──────── PROVIDED ENTRIES
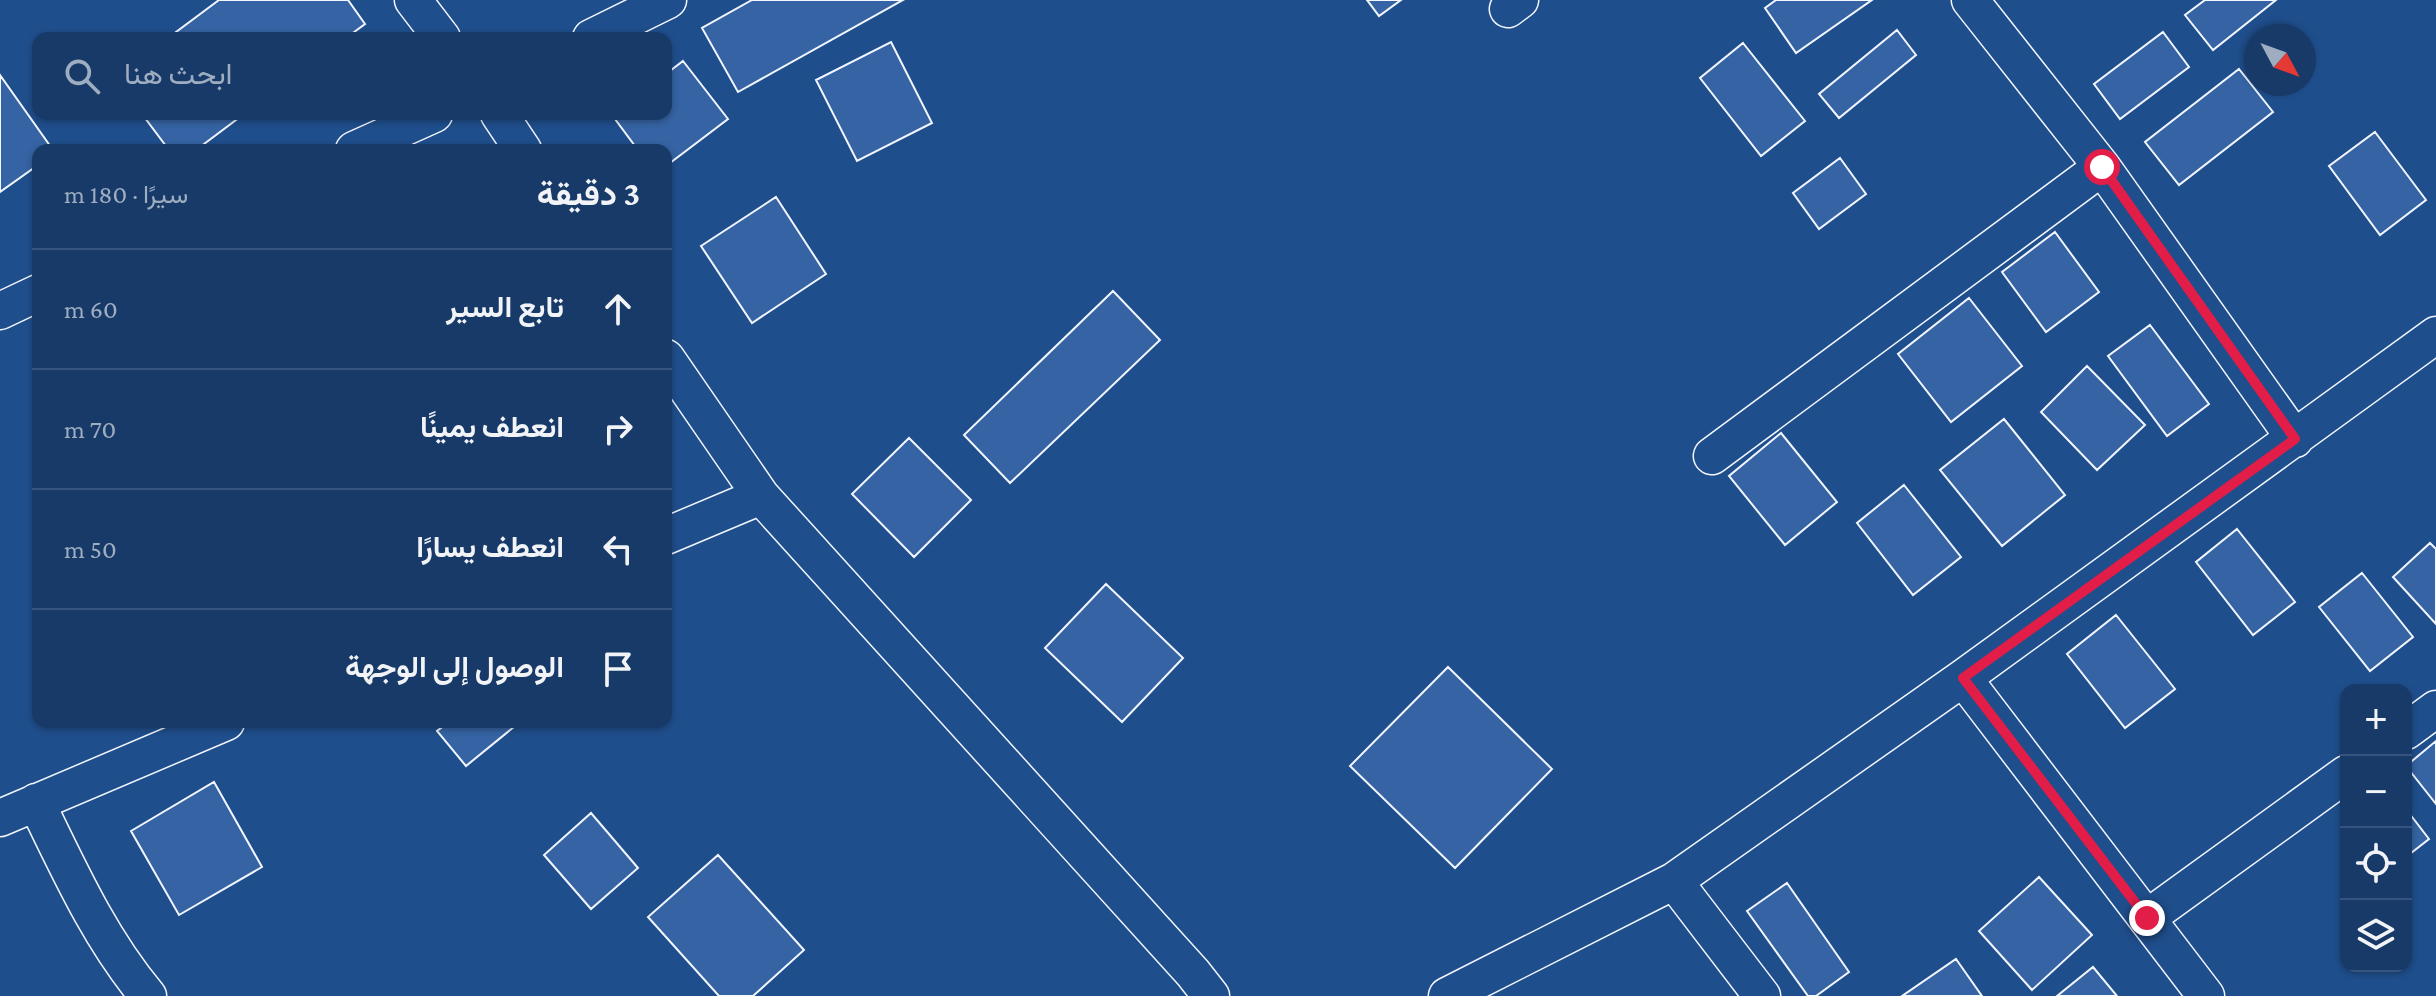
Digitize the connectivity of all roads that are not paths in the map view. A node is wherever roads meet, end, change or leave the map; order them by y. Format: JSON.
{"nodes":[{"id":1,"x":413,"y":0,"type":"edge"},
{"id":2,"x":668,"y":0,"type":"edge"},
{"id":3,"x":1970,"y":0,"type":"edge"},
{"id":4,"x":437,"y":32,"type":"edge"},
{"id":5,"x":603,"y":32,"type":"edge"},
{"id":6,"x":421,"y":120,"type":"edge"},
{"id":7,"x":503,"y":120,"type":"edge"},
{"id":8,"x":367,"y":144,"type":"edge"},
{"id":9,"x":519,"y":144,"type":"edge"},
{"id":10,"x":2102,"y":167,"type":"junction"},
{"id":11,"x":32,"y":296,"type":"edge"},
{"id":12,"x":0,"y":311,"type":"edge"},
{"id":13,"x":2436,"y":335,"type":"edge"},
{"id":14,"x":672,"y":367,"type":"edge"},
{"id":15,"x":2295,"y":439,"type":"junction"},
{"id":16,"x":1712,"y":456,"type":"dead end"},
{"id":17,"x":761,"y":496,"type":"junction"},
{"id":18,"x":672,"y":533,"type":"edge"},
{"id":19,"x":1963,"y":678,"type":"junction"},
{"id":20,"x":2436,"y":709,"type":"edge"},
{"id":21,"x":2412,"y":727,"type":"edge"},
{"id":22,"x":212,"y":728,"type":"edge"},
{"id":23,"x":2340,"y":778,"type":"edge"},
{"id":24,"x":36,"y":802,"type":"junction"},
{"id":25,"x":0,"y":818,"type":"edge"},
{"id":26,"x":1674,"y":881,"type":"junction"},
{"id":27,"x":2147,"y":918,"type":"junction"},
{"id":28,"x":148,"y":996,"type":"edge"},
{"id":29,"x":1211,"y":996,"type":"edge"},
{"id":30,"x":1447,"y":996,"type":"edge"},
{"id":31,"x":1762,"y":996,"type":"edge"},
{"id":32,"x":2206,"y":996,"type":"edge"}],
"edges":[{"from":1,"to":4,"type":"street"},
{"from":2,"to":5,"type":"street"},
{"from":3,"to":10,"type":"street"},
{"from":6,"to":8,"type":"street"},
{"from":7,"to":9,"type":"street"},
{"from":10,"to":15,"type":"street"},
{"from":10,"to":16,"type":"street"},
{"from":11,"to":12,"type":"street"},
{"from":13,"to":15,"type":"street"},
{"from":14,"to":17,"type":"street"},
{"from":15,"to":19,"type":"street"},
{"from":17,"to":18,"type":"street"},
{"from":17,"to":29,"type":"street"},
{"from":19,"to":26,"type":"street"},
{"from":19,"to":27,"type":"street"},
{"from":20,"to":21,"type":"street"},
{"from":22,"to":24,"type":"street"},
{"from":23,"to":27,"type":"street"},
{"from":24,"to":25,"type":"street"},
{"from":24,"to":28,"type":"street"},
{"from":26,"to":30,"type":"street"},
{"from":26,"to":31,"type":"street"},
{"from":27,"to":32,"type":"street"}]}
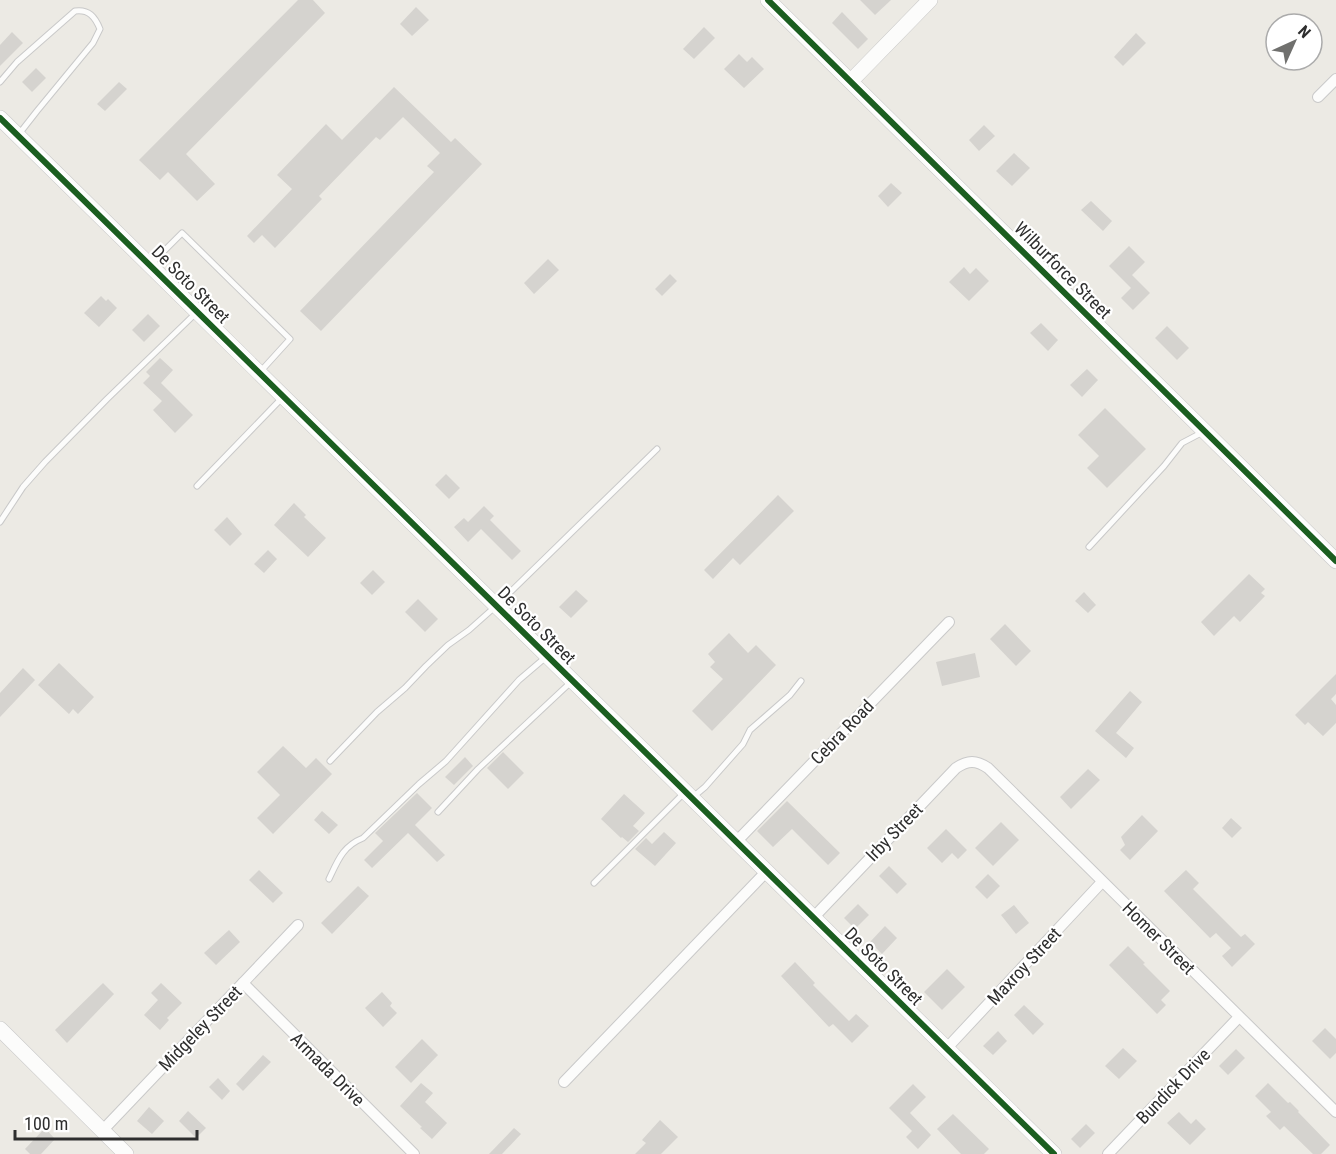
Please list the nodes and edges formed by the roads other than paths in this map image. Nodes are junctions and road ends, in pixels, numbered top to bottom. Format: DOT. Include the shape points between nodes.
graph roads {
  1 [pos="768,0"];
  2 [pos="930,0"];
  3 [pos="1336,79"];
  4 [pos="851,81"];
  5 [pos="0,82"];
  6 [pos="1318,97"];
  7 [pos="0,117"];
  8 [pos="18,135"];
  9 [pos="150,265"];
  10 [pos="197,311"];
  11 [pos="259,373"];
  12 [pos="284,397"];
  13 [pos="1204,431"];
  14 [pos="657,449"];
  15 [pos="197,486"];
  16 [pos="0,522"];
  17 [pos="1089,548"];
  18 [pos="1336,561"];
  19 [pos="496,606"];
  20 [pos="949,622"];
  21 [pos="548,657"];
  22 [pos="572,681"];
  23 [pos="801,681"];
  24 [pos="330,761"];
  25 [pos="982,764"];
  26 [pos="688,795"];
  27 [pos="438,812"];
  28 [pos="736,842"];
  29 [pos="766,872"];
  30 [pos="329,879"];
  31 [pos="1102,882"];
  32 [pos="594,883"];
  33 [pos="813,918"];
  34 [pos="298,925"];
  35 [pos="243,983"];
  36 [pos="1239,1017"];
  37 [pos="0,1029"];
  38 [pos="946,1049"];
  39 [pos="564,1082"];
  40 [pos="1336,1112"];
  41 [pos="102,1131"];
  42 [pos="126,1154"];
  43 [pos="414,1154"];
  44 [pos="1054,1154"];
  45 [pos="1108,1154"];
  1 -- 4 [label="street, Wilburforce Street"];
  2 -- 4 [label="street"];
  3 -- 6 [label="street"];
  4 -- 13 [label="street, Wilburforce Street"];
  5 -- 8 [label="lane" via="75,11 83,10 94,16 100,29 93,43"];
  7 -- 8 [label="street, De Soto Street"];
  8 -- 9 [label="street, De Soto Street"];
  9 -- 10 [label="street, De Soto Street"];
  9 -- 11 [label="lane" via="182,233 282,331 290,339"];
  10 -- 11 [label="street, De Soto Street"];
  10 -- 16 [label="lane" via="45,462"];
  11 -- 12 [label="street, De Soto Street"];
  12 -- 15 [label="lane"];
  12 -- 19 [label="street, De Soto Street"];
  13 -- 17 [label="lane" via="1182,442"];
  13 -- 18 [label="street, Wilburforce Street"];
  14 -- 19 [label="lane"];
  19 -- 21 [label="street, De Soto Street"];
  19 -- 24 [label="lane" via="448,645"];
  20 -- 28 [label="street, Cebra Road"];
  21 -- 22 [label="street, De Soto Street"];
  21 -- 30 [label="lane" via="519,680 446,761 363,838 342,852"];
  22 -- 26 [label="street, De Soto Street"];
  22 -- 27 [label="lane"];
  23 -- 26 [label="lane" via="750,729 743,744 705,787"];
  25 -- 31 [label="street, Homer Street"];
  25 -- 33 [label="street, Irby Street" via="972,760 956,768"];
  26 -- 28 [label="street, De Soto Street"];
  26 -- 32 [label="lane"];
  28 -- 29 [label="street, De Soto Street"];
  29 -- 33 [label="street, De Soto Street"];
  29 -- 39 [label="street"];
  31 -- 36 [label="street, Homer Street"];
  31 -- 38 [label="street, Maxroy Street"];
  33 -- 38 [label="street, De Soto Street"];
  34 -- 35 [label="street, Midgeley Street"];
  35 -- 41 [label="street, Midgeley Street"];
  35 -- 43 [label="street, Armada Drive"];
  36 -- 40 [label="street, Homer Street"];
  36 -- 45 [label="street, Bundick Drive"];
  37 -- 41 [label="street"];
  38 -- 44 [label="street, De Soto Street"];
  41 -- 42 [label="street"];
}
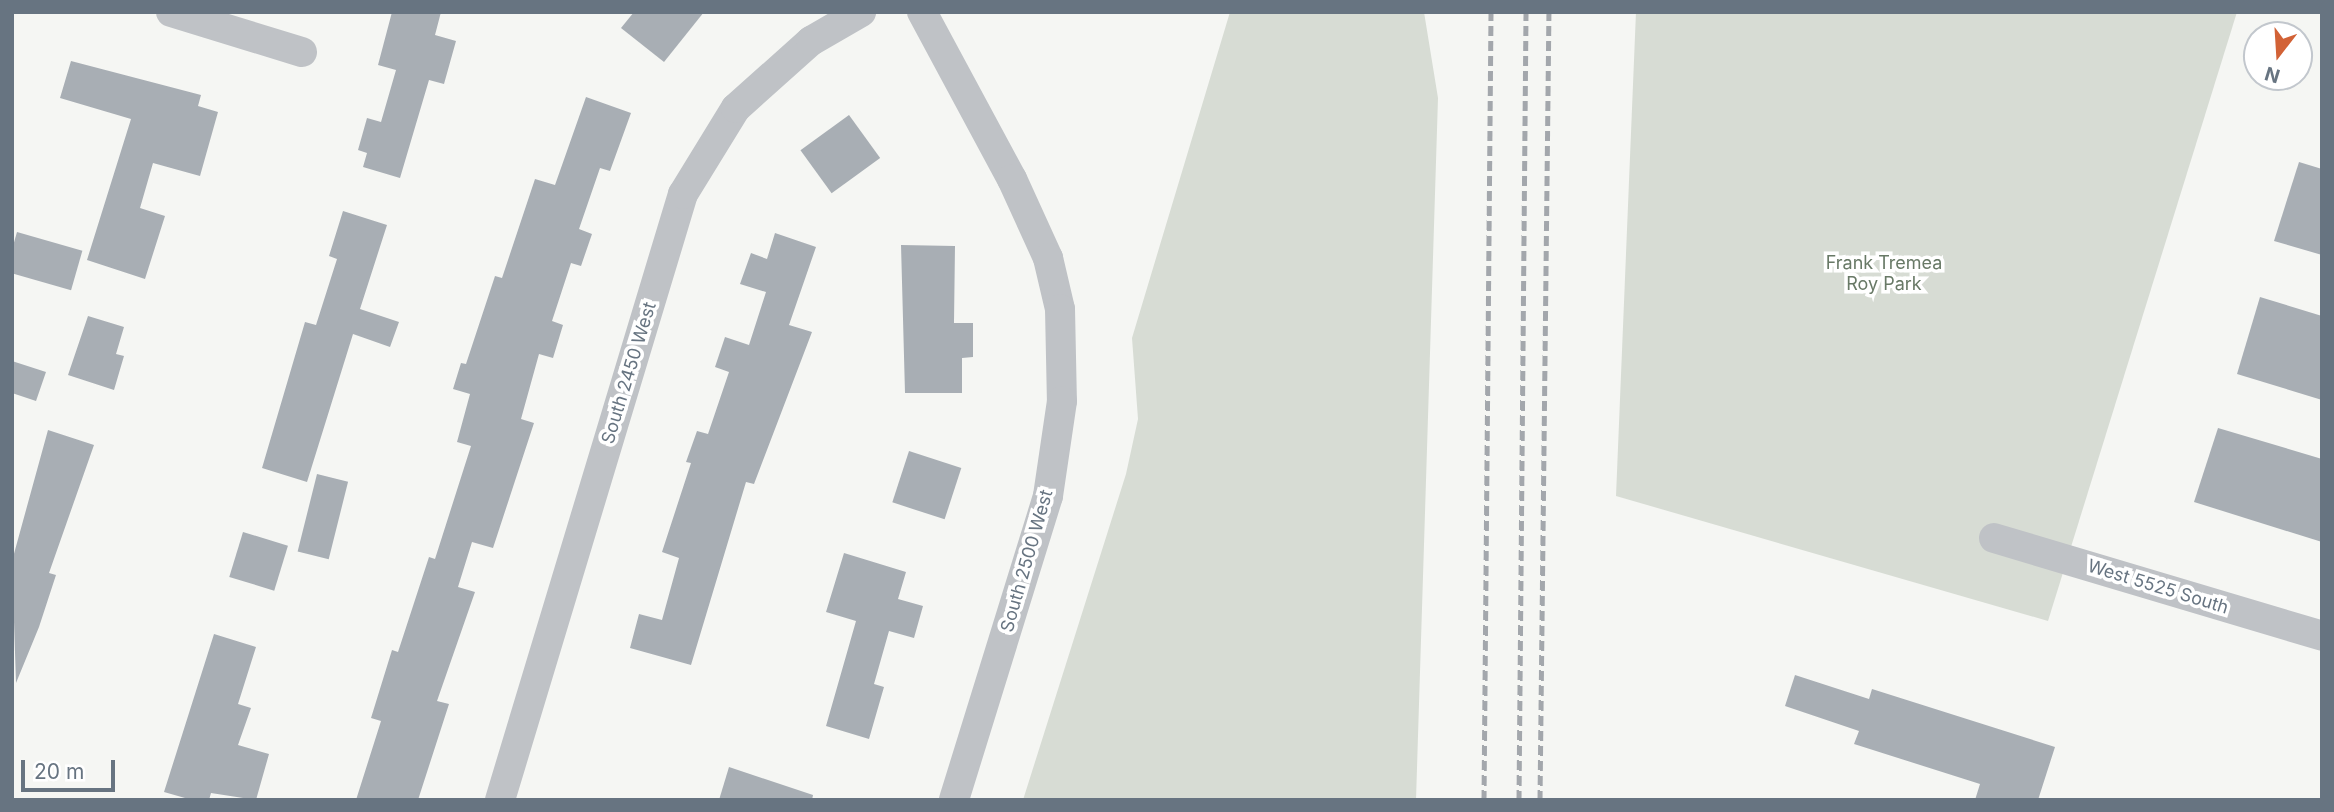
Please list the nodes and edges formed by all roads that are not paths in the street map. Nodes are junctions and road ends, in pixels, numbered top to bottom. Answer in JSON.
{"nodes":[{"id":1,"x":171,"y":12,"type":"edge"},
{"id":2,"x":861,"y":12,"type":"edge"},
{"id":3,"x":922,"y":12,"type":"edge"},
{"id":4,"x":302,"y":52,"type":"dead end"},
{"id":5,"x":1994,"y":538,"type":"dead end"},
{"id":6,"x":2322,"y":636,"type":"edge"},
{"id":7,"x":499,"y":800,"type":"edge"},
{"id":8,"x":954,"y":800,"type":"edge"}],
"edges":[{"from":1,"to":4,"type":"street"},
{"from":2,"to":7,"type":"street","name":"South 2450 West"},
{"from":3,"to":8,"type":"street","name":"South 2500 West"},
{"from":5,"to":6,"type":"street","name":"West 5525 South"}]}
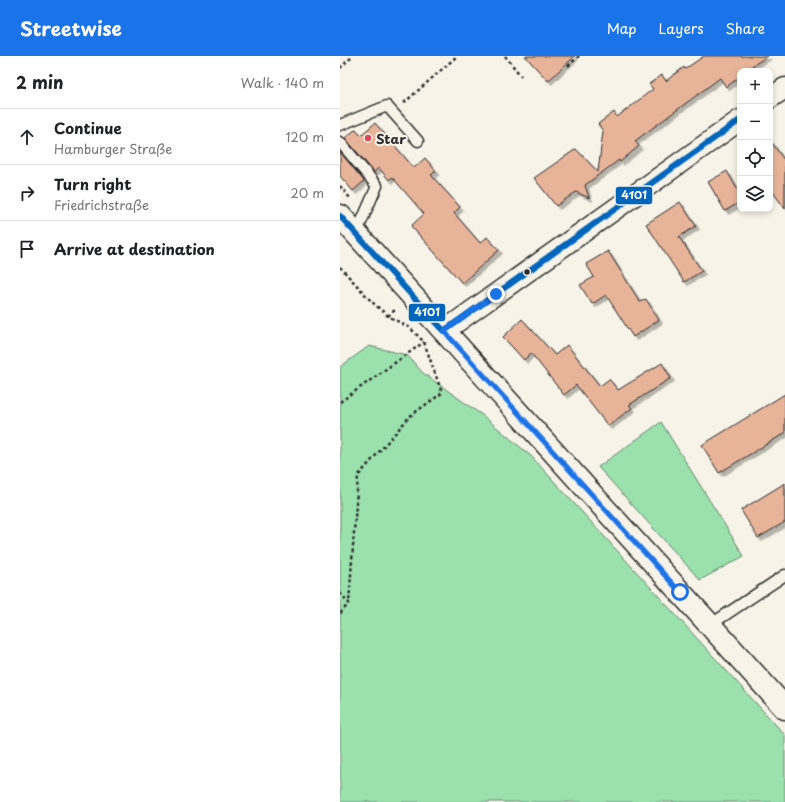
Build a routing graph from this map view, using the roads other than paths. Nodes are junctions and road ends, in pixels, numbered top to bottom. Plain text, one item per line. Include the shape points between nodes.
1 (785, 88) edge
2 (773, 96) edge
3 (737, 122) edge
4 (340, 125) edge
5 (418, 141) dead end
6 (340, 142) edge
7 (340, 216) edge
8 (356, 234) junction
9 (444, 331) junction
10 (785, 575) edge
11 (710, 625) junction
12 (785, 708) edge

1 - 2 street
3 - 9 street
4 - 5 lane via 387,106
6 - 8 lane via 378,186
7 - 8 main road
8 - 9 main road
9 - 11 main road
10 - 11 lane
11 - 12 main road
────────────────
WHAT TO WORK ON: Output only the lines from the one containing "Build a routing" through the end of the material, please, exactly as they appear.

ANSWER TO THIS TASK:
Build a routing graph from this map view, using the roads other than paths. Nodes are junctions and road ends, in pixels, numbered top to bottom. Plain text, one item per line. Include the shape points between nodes.
1 (785, 88) edge
2 (773, 96) edge
3 (737, 122) edge
4 (340, 125) edge
5 (418, 141) dead end
6 (340, 142) edge
7 (340, 216) edge
8 (356, 234) junction
9 (444, 331) junction
10 (785, 575) edge
11 (710, 625) junction
12 (785, 708) edge

1 - 2 street
3 - 9 street
4 - 5 lane via 387,106
6 - 8 lane via 378,186
7 - 8 main road
8 - 9 main road
9 - 11 main road
10 - 11 lane
11 - 12 main road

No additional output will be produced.